→ WORK TO BE COMPLETED: In the entries below, find the lines that include "above" and give their number as the whole reply.

→ EXTRACTED RECORDS:
______
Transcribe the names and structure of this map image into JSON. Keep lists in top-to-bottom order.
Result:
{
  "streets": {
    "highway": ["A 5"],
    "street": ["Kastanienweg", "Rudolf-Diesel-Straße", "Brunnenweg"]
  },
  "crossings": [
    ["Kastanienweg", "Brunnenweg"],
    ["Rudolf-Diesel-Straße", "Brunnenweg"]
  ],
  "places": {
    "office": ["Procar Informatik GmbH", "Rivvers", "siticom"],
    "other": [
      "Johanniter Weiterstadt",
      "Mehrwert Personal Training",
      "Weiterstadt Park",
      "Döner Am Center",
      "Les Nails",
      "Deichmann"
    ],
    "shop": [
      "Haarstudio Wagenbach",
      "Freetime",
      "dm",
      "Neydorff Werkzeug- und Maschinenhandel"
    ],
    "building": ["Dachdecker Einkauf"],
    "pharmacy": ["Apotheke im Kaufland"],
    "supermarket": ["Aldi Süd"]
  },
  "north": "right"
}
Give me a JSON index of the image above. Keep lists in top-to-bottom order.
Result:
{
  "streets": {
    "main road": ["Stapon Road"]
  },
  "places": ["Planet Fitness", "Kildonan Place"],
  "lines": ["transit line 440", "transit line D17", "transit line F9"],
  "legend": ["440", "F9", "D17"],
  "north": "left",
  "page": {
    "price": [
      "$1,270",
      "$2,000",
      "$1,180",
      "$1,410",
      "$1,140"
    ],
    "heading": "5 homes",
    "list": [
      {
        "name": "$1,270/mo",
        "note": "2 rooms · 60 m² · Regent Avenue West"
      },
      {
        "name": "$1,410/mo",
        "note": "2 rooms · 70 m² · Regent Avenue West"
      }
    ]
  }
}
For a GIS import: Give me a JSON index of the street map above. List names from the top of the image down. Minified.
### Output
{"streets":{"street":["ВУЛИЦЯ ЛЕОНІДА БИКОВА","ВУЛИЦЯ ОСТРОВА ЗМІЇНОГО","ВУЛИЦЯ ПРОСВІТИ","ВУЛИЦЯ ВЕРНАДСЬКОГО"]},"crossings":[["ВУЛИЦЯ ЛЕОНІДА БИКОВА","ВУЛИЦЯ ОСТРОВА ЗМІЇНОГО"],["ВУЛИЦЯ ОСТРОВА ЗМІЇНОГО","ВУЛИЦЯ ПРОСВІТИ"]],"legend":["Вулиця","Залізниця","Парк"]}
______
→ ANSWER SECTION: 2